Australians are digging deep for the victims of the Haiti earthquake with child focused agency UNICEF reporting a surge in giving which “which harks back to the extraordinary response by the public” in the wake of the 2004 Asian Boxing Day tsunami.

UNICEF spokesman Martin Thomas says while emergency appeals last year all suffered from compassion fatigue following Australia’s “overwhelming response” to the victims of the Victorian bushfires, that was no longer the case with more than $250,000 reportedly donated to the organisation’s relief efforts in Haiti.

“The scenes of devastation and suffering are obviously touching the hearts of Australians,” he said.

Private donations from Australians are now in the millions while the Australian Government has pledged $10 million but Prime Minister Kevin Rudd said it was ready to send more if requested.

The International Committee of the Red Cross has described the situation in Haiti as “catastrophic”.

Thousands of people remain living on crowded streets while frustration over the slow delivery of aid and the clean-up in the aftermath of last week’s earthquake in Haiti has spilled over into violence with reports that looters have been killed. There are also concerns over several thousand prisoners who escaped from the city’s main prison.

"People are becoming more aggressive because they need food and water," a 29-year-old survivor named Sherley is quoted as saying in a statement on the ICRC website. "As we start to figure out that our loved ones are not going to be found, it is as if we are finally understanding what is happening to us. Today, people are fighting to survive." 

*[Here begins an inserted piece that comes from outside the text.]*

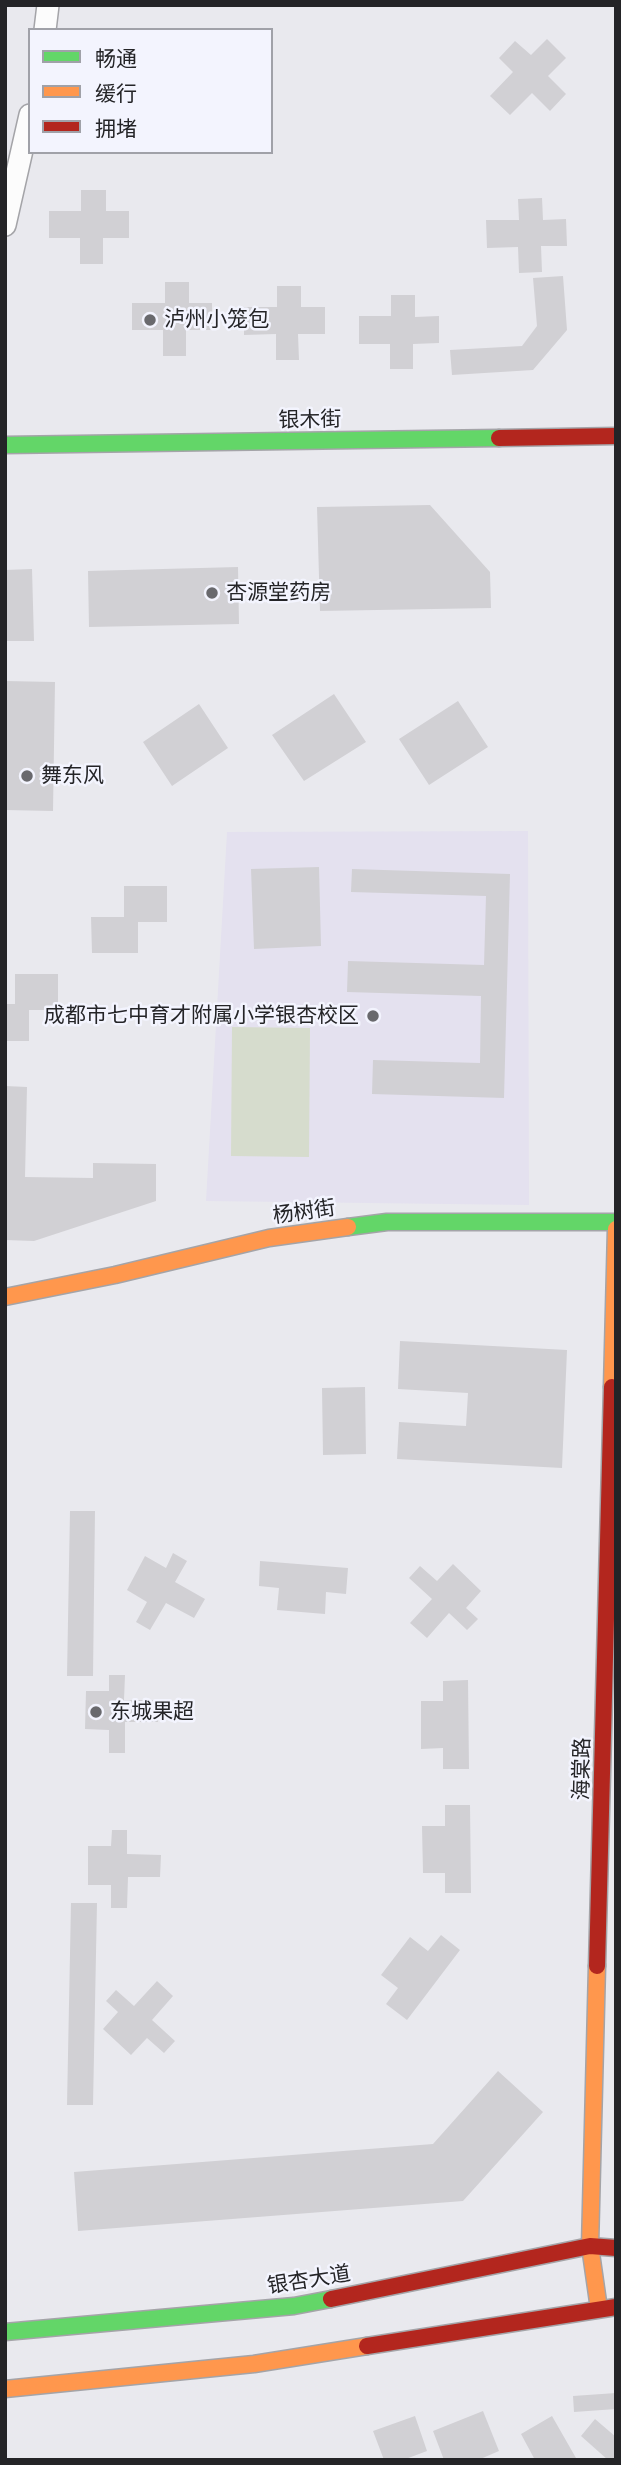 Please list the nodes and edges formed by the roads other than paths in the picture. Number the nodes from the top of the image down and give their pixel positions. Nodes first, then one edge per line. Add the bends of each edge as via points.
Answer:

Among the international community, meanwhile, a row has reportedly broken out over the United States’ control of Port-au-Prince’s main airport with many governments and relief organisations reported to be “furious” that flights into the city have been redirected. There have also been calls for better coordination of aid efforts.

The death toll from last Tuesday’s 7.0 magnitude earthquake remains uncertain but there are reports that 70,000 bodies have already been buried. Officials have expressed fears it top 200,000.

The UN estimates that between one and three million people are in need of aid.

World Vision is among organisations which have begun distributing relief supplies including food and water, clothing, shelter and medical supplies.

“It’s good to see the aid coming but we want to see more," earthquake survivor Dine Paul was quoted as saying in a statement from the organisation.

Another survivor, Prednor Metellus, shared a plea for the international community: “Pray for us so that God will remember us. Our needs are getting bigger. We need everything.”